Bob had barely got off the phone from giving the morons at Save The Pets a piece of his mind when the radio started up again.
It wasn’t his radio. The insistent chirruping came from the room next door, in the apartment next door.
Bob threw the phone on the couch, making his ex’s cat leap for the windowsill. Noise was the last thing he needed. He was trying to relax, for Christ’s sake. When it wasn’t charity bleeding-hearts calling up wanting money, it was inconsiderate neighbors playing their talk shows at full volume at all hours.
He strode into the kitchen to grab a beer and the cat followed him. It sprang onto the counter and thrust its nose in his face. Bob got a closeup of ginger fur and thick white whiskers. Two green eyes gave him the Feed Me glare. “Ugh.”
He shoved the cat onto the floor and gave it dinner. Not the cornfed chicken nonsense his ex-girlfriend had spoiled the thing with. This was no-brand cat meat from the corner store, probably made from other cats. Bob laughed. The cat looked at its dinner, and then up at Bob.
When would his ex come round and collect the beast? —When she judged that he had “learned to care for another living being,” that was when. Which would be about the same time he put back up those motivational memes she’d printed off and stuck around the apartment. She loved that junk. She thought he ought to love them too. She thought he ought to calm down and take life less seriously.
But if he took life less seriously, how would he afford this apartment?
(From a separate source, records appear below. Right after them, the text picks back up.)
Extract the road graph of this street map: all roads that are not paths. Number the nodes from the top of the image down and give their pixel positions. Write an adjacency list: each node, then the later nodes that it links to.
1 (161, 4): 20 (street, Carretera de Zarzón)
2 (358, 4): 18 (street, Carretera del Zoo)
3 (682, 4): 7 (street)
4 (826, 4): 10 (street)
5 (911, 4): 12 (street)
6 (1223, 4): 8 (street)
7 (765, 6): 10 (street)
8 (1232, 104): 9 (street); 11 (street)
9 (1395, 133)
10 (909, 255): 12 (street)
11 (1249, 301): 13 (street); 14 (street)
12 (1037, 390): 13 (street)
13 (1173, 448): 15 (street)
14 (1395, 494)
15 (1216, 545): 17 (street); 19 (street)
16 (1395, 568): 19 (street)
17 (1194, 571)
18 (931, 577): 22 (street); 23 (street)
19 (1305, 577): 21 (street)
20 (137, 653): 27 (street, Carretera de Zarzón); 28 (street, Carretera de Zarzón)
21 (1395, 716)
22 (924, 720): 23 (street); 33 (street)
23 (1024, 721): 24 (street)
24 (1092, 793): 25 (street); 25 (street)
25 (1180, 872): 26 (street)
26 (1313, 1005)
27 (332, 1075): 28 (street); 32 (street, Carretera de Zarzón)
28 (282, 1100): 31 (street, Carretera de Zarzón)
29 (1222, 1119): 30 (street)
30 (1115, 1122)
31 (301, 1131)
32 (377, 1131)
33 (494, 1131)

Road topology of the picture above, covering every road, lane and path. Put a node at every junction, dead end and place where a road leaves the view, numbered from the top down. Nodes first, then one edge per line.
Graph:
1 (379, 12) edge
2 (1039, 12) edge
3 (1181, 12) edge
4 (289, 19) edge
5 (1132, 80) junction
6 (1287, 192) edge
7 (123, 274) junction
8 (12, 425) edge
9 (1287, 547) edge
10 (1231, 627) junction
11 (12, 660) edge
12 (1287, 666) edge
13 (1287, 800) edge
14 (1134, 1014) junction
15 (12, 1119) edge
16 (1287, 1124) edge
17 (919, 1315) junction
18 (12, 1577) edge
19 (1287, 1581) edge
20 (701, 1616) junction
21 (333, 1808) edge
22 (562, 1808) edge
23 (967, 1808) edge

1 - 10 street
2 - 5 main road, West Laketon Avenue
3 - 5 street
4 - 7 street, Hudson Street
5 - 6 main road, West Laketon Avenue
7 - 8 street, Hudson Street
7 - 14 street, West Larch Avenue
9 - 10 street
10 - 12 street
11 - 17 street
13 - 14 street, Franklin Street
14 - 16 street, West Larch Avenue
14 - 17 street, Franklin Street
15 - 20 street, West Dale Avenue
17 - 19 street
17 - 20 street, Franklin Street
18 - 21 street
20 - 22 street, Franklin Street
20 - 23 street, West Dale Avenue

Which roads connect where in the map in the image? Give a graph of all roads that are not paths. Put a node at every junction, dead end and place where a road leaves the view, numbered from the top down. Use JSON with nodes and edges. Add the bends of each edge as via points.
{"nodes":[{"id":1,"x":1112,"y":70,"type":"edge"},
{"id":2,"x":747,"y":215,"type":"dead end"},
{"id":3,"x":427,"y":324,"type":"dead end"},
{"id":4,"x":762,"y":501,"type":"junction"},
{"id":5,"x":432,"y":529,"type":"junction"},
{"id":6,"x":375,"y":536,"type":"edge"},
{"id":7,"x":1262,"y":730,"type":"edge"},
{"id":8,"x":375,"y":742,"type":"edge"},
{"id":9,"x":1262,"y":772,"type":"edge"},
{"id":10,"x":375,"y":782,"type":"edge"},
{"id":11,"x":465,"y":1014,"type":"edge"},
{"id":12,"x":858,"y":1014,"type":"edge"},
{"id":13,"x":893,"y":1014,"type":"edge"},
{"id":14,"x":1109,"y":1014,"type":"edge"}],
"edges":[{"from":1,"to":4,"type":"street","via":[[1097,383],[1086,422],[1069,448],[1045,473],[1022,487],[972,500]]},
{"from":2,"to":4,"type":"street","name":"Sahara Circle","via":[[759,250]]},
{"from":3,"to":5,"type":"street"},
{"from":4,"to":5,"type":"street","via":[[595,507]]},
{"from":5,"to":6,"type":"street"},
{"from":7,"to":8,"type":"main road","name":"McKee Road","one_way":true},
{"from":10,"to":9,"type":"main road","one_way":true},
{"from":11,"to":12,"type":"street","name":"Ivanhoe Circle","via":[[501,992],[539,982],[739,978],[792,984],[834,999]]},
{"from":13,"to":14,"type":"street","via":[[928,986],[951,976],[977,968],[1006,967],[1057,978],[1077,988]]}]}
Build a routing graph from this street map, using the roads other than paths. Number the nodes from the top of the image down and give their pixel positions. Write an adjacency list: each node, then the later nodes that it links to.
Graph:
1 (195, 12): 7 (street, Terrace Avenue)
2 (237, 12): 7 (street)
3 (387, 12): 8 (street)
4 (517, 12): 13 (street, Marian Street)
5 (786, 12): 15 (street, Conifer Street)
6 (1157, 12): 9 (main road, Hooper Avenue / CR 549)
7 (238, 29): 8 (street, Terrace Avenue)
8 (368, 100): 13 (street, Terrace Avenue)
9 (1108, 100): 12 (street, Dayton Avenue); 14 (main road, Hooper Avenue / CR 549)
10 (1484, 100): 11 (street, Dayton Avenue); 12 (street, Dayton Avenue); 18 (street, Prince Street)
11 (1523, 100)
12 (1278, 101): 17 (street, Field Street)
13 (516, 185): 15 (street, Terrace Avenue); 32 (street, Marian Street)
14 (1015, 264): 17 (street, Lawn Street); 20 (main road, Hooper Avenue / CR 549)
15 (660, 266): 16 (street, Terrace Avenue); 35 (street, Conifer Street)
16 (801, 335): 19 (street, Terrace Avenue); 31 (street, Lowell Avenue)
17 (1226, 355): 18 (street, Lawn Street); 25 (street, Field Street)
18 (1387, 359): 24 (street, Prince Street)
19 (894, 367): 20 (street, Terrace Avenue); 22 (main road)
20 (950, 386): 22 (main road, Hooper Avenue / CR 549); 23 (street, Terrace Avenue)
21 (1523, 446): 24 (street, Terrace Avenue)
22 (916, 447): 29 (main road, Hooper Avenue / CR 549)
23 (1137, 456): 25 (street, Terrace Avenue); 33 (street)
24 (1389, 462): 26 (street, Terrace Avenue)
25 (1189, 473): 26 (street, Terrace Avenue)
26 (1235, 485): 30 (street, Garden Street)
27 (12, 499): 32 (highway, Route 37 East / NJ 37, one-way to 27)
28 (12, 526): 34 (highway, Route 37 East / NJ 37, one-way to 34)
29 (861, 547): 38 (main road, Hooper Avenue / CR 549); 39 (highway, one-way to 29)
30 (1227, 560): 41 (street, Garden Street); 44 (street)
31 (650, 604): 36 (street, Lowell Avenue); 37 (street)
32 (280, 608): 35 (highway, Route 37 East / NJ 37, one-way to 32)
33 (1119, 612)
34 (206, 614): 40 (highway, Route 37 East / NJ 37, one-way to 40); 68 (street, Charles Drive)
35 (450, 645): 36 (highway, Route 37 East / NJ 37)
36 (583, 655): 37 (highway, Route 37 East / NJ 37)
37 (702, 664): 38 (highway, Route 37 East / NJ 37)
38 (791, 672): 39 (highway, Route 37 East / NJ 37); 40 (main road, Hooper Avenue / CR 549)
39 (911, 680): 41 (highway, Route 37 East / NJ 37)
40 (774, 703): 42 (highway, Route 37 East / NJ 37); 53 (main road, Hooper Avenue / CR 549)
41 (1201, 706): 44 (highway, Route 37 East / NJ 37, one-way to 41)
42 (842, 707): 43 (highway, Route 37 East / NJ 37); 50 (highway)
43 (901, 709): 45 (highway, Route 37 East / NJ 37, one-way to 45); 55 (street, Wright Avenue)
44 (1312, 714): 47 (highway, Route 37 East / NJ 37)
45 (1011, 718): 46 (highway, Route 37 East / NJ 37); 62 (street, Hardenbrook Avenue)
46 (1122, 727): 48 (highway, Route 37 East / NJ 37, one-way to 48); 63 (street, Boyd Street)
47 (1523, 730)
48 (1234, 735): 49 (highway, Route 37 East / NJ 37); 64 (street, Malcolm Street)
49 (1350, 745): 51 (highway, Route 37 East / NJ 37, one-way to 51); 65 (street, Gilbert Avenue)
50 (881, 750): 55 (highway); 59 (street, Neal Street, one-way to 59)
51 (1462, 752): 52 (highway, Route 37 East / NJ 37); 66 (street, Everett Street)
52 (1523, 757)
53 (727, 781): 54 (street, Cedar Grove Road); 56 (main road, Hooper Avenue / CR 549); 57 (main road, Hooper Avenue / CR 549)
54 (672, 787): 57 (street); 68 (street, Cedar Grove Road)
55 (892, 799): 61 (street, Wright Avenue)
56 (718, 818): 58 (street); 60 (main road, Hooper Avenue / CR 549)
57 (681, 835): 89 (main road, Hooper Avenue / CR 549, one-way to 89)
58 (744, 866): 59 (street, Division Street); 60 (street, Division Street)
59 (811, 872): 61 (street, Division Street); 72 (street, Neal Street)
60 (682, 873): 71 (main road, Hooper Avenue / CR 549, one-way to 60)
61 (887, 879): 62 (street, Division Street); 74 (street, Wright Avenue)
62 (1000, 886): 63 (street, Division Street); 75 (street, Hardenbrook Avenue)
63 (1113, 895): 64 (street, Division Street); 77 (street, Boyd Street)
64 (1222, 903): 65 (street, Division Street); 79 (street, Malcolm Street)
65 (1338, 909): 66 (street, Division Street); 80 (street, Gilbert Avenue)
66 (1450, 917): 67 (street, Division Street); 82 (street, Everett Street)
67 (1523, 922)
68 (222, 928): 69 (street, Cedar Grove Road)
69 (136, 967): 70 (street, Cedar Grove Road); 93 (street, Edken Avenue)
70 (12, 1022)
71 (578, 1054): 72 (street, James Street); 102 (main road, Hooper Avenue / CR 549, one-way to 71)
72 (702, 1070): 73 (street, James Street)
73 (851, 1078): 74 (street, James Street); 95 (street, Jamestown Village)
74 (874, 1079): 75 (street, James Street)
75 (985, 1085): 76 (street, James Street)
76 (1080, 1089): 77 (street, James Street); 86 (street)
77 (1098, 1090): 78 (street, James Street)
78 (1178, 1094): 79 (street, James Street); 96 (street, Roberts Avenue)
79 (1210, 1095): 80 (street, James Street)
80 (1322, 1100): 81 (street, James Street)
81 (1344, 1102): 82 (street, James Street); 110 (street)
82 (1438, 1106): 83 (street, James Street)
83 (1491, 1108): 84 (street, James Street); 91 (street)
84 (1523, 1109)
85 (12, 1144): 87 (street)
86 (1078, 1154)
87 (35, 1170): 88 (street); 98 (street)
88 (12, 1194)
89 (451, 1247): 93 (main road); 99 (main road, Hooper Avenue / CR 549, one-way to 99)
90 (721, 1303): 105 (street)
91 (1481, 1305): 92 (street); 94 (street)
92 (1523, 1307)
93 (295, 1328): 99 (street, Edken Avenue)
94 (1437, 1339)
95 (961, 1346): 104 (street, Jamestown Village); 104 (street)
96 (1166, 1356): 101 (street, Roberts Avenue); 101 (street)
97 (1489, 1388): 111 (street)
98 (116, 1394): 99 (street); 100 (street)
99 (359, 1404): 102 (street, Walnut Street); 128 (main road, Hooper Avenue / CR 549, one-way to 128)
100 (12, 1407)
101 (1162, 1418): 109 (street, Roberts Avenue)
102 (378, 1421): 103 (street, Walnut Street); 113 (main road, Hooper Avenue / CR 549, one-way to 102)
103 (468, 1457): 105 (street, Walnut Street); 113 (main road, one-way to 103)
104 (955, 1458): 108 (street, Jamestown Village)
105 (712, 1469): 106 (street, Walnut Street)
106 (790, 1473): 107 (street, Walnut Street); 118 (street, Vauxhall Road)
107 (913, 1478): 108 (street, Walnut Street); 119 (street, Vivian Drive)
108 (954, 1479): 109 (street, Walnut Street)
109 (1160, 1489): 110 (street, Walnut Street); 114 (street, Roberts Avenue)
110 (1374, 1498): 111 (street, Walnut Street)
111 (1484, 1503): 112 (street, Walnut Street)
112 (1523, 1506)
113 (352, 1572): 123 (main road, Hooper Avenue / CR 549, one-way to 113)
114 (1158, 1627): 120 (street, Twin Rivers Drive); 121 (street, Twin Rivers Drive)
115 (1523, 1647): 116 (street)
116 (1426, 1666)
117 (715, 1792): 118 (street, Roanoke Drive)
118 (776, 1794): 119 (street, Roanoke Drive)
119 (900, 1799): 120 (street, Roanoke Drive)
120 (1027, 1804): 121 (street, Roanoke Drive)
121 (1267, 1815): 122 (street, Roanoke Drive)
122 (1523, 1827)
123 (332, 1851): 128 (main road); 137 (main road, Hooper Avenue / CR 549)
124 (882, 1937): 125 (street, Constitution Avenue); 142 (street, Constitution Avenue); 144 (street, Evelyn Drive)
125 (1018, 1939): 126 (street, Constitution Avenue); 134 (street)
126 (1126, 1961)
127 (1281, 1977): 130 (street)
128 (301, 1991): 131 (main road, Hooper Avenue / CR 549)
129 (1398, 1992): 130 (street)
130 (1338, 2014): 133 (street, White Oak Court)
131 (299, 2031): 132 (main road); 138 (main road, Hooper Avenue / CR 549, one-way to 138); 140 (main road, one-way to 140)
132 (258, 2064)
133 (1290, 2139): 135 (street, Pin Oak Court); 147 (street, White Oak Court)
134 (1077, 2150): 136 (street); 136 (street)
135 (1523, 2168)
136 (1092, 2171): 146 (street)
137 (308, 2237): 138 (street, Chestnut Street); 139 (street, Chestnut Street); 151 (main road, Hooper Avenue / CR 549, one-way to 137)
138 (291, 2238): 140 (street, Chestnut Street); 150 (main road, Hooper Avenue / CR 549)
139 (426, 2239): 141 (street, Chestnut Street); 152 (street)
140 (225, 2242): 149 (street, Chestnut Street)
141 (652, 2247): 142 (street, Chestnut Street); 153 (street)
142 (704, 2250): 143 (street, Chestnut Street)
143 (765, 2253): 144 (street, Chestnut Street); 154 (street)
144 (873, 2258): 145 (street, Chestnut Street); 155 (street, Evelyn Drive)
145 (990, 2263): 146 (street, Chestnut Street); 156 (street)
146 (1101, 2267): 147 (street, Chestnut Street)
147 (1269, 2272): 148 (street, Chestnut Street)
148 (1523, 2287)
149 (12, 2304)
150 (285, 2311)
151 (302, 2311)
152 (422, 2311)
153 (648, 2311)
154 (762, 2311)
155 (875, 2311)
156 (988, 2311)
This was Manhattan—just. It certainly charged Manhattan rents.
The seriously/less seriously argument had ultimately separated Bob from his ex-girlfriend. She floated off to be less serious with some guy she met at an organic cafe. But she left the memes, and the cat. Bob ought to take the moggy to the pound, say it was a stray. He hoped it wasn’t weakness which made him keep the animal. Or guilt.
The cat chewed two mouthfuls of food, then spat it on the floor and stared at it in disgust. Bob aimed a kick at the cat, but it dodged, hissing.
The radio noise was still audible from the kitchen. It wasn’t loud, so much as annoying. Kind of high-pitched, but voices. Like mouse voices. No. Just like some moron had left the radio on and gone out for the evening, so that other people would suffer.
Bob drained the beer. It wasn’t cold enough. New York summer, what could you do? This apartment block was old. Prestigious, the realtor had said. Old, Bob said, but the ex-girlfriend liked the ambiance and so Bob took it. His high-level safety inspection work paid pretty well. People wanted you to get in a harness and dangle over a fifty-storey drop, they had to pay you the dollars.
He reached for a second beer and changed his mind. How could he enjoy anything with that cheep-cheep-cheep going on? He stalked back into the living room, then back to the kitchen. The radio next door was inescapable. It sounded like chitchat, some station where the public called in and gave their idiotic opinions to a jerk with a phony bedside manner.
He couldn’t stand this all night. Not again. It was like the people next door got up at two am for the express purpose of listening to their inane talk show.
It was time to do something about it. He didn’t know the neighbors, had never seen them. They got deliveries, small parcels left outside their door, or sometimes, irritatingly, outside his door, so he had to shove them along the hall with the toe of his boot—but he had never met them. Well, they were about to meet him now, tonight, seven PM when there was a chance he might get them to quiet the hell down and let him enjoy the rest of his evening.
He pocketed his front door key and let himself into the hall. The radio noise was fainter now, but still there. He knocked on the neighbors’ door.
No reply. He knocked again, and rang the bell.
Still nothing.
He played that little psychological game where you ring the bell a little too long, then a lot too long, then go for it and stand there with the heel of your hand over the buzzer til it seems like it might snap off and the bell goes on and on but you no longer care.
Why wouldn’t they answer? What kind of manners was that? He was glad he gave that latest delivery a hefty boot along the carpet.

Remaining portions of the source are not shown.